(Beginning of Material provided)

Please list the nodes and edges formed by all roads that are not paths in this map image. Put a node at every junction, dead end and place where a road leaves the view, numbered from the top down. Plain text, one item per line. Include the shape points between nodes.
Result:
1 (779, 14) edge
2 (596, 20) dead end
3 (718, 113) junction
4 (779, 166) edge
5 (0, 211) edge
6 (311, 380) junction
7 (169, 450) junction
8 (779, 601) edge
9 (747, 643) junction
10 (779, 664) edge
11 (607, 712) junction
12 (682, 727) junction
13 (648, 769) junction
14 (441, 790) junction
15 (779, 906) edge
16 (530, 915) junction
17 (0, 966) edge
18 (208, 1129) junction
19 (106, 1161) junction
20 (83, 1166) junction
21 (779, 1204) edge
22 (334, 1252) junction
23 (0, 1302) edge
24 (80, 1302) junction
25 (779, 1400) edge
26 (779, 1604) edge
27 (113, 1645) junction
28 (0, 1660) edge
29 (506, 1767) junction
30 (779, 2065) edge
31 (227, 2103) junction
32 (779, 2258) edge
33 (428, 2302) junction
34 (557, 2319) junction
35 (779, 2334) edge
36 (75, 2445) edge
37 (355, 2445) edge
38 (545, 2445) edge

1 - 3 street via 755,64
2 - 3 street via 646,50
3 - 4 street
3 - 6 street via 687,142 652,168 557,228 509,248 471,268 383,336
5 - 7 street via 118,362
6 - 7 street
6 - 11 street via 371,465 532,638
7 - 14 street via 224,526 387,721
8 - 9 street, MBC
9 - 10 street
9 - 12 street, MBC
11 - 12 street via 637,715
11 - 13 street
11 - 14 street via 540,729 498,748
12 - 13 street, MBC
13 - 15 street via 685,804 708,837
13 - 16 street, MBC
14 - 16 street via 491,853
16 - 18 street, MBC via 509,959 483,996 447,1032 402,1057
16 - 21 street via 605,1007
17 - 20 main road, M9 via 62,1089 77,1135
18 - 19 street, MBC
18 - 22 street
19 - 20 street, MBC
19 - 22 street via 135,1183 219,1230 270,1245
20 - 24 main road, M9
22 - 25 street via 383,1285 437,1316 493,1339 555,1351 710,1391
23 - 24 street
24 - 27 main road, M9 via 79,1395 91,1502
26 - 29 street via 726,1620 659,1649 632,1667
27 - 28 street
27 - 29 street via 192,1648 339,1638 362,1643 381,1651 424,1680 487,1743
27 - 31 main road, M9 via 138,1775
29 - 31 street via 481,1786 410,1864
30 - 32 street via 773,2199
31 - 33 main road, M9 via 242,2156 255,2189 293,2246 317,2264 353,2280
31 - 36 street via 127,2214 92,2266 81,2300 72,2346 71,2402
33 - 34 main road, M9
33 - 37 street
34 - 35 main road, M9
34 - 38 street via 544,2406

(End of Material provided)

Task requirements: Report how many lines in the listing above contain the string "main", giving the number alone.

Output below: 7